Em Niterói, Lara e os seus amigos Edu, Paula, Michele e Diego se encontram no cinema em comemoração ao Dia das Bruxas. Com a sua intuição apitando, Lara acredita que há algo de sobrenatural cercando-a e mal sabia que de telespectadora, ela passaria ao papel de sobrevivente, correndo contra o tempo para escapar das garras de uma criatura sobrenatural com sede de sangue.
Escritora. Formada em Letras. Arqueóloga em formação. Sommelier de café. Taróloga e leitora crítica das celebs. Ex dançarina profissional de ragatanga.
Não apenas o ebook tinha partes que não foram revisadas, como alguns erros de narrativa (troca dos pronomes pessoais da narradora, em um momento começa a falar em primeira pessoa enquanto o resto tá em terceira). Algumas coisas que numa segunda leitura já seria perceptível de tão grotesco. A narrativa em si não é nada inovadora e poderia até ser minimamente instigante se tivesse sido bem escrita, o que não foi o caso. Foi um esforço concluir a leitura mesmo sendo um conto rápido.
Depois de uma experiencia um tanto quanto lírica com o conto Uma Conversa, neste começo de 2018 eu tive a oportunidade de me aventurar em uma história de horror criada por Barbara Herdy - no melhor estilo filme de terror dos anos 90, e uma verdadeira homenagem ao gênero.
Para quem é desta geração - aquele que está se sentindo O IDOSO - as referências estão todas lá: uma protagonista rebelde, o amigo aficionado pelo estilo, o bombadão desmiolado que nos faz perguntar por qual motivo ele faz parte do grupo... Para completar, o cenário escolhido é justamente um cinema, onde - na história - foi construído sobre um terreno cuja fama não é das melhores.

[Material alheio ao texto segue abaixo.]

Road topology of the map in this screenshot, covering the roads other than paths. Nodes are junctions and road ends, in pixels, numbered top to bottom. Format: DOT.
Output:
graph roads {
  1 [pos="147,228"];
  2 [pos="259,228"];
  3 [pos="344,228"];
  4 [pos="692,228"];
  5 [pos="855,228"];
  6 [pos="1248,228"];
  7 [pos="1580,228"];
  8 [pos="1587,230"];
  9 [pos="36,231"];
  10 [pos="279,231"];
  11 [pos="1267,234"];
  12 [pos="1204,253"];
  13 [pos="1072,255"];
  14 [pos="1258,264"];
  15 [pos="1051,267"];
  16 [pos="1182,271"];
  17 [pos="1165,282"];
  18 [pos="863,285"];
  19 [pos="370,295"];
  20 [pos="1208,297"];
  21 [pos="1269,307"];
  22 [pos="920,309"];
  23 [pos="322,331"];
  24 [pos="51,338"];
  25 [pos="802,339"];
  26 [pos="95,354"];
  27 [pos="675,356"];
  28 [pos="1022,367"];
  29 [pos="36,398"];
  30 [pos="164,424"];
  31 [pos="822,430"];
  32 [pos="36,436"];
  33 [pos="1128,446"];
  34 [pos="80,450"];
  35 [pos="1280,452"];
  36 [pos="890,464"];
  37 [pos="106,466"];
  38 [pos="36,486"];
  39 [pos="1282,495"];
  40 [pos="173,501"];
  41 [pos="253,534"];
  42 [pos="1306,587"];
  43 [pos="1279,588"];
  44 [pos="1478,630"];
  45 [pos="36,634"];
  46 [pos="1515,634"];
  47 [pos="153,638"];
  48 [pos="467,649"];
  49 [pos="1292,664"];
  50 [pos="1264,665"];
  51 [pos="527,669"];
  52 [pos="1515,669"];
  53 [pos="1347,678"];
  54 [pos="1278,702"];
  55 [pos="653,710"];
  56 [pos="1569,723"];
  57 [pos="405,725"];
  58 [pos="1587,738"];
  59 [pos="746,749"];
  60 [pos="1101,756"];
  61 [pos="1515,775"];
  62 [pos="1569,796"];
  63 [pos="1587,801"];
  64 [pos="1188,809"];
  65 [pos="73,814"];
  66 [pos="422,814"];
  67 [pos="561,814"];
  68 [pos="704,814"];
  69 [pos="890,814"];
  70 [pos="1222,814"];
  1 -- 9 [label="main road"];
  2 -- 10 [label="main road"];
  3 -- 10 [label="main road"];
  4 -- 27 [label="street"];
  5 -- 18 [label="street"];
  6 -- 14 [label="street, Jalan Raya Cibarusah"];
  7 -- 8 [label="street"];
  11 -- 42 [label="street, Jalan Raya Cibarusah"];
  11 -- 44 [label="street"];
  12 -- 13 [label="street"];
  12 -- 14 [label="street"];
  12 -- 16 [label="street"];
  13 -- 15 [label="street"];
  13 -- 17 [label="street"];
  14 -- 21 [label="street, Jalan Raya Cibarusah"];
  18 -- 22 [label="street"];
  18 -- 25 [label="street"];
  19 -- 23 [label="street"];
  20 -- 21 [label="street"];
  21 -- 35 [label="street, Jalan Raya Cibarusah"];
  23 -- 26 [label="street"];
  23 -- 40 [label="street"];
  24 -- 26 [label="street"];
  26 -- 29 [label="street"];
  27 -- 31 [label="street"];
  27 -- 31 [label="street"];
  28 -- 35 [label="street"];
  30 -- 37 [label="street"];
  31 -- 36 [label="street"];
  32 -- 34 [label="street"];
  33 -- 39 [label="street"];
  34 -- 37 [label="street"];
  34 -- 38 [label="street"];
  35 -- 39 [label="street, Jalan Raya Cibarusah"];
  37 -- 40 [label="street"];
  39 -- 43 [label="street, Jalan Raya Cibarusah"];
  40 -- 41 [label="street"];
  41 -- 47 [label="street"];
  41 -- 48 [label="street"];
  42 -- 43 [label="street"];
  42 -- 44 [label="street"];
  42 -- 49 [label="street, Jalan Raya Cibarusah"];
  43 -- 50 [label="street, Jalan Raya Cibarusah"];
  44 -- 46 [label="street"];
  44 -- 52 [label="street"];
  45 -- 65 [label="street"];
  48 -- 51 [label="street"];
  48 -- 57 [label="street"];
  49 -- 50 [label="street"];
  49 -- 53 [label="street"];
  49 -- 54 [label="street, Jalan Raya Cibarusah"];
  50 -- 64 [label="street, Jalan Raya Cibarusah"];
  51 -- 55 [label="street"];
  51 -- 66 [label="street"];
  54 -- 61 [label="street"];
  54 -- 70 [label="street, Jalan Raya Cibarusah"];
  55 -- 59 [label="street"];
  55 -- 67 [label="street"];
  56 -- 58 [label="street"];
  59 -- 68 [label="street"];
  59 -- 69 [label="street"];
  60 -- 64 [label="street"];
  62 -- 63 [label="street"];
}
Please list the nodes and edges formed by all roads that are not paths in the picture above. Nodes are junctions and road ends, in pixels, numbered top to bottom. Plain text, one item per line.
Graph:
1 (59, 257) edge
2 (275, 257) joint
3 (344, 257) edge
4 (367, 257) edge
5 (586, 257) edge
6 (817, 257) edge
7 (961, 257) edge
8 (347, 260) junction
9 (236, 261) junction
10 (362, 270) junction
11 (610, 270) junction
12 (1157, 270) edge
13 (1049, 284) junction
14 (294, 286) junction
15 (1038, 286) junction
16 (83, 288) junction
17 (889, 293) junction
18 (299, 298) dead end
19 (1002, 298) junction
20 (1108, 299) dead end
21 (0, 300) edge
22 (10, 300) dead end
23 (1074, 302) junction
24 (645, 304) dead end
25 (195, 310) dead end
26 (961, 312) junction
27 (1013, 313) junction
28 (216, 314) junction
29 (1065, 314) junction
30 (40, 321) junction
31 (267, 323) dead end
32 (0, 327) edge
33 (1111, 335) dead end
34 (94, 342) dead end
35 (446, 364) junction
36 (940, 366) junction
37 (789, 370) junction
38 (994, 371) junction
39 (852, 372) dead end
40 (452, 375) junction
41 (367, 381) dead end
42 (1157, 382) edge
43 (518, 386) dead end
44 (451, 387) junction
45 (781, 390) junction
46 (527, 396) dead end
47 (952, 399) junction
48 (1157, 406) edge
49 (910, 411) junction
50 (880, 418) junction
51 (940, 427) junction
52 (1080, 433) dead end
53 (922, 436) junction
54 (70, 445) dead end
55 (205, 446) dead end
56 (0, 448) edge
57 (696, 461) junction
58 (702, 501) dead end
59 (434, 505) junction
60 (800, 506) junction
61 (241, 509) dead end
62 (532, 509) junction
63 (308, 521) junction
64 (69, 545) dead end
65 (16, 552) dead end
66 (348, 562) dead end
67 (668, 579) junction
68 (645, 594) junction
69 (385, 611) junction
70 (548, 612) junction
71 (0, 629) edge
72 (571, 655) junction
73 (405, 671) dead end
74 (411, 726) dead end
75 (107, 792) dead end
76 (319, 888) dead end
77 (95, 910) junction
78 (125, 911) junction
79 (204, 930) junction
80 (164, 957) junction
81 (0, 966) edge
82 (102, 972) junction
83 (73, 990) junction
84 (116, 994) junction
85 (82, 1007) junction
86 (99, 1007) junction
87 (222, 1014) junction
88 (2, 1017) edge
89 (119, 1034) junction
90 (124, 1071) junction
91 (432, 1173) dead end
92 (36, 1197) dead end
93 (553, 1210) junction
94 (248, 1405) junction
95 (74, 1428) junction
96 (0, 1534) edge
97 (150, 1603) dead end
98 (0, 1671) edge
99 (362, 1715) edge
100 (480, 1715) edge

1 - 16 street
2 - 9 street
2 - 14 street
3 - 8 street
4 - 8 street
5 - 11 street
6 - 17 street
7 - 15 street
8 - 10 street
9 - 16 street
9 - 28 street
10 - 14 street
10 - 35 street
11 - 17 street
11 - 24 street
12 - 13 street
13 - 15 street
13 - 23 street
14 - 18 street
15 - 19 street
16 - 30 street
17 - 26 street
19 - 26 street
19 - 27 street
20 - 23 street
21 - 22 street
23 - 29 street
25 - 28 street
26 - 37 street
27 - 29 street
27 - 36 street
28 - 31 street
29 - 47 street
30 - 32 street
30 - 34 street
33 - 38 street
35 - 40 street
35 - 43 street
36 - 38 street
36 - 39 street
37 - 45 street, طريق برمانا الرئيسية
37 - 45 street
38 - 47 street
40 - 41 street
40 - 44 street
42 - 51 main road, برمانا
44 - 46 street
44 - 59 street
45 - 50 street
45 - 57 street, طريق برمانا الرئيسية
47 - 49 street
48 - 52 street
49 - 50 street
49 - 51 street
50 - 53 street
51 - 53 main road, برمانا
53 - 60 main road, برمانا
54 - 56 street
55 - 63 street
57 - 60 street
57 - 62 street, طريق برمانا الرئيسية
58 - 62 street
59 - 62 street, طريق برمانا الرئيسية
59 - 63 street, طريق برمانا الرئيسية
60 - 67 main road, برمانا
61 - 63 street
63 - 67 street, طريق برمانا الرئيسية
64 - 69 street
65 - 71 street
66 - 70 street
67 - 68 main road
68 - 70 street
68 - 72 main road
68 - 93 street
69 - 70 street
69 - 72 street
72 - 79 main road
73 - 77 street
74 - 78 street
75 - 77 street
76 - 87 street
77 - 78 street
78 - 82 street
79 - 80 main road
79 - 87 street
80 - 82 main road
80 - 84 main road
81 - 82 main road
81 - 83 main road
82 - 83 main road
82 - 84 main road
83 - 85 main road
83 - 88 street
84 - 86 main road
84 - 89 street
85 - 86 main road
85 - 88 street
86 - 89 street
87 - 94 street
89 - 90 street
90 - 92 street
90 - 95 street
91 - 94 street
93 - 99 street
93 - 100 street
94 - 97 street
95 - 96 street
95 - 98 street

E a data não poderia ser outra: 31 de outubro. Dia das Bruxas.
As duas primeiras partes da narrativa são todas dedicadas à construção da ambientação e das relações entre personagens, mas quando entramos no arco final, a coisa muda de figura. Não existe outra forma de falar: é um banho de sangue. E o fato de todos estarem presos dentro de uma sala de projeção deixa tudo mais sufocante e desesperador - além de me lembrar do grilo enorme que o filme Pânico 2 desenvolveu em mim com sua cena inicial.
Enfim, se o objetivo da história era me deixar apreensivo com a história e sedento para descobrir mais sobre os mistérios que envolvem o lugar, Barbara alcançou o seu objetivo. Por hora, só me resta esperar que a novela com o foco nos sobreviventes do ataque saia o mais breve possível. Eu realmente fiquei aflito com tudo o que aconteceu, e nem posso dizer com toda a certeza se houveram sobreviventes ou não...
a ideia do conto em si é boa, ser uma homenagem a slashers, porém faltou muito um revisor, ou até mesmo um editor. em alguns momentos o texto muda de primeira para a terceira pessoa de uma forma confusa, e alguns personagens ficaram bem semelhantes (as duas amigas da protagonista, por exemplo).
Aviso: Esse conto simplesmente não tem final? Corta no meio de uma cena, do nada??? Só aparece "livros da autora", com sinopses de outros contos. Eu sinceramente não consigo acreditar que ela encerra a história assim. Enfim, deixando isso de lado, temos outros problemas:
A perspectiva muda o tempo todo, de primeira a terceira pessoa, de pontos de vista diferentes. A autora confunde os próprios personagens, inclusive duas delas são literalmente iguais, impossíveis de discernir. Parece que esse conto não foi revisado por ninguém, nem pela própria autora, de tão gritantes que são as falhas na narrativa e erros de escrita. Além disso, os diálogos são artificias e forçados.
A ideia e ambientação são interessantes, uma boa homenagem aos slashers. Promissor, mas péssima execução.
Eu sempre tive medo de cinema justamente porque acho que tudo pode acontecer ali. E bem, resolvi justamente ler um conto sobre uma noite de terror no cinema. Não foi a escolha mais inteligente para uma pessoa medrosa, mas valeu a pena cada susto! Haha. Super bem escrito e assustador do jeito que tem que ser!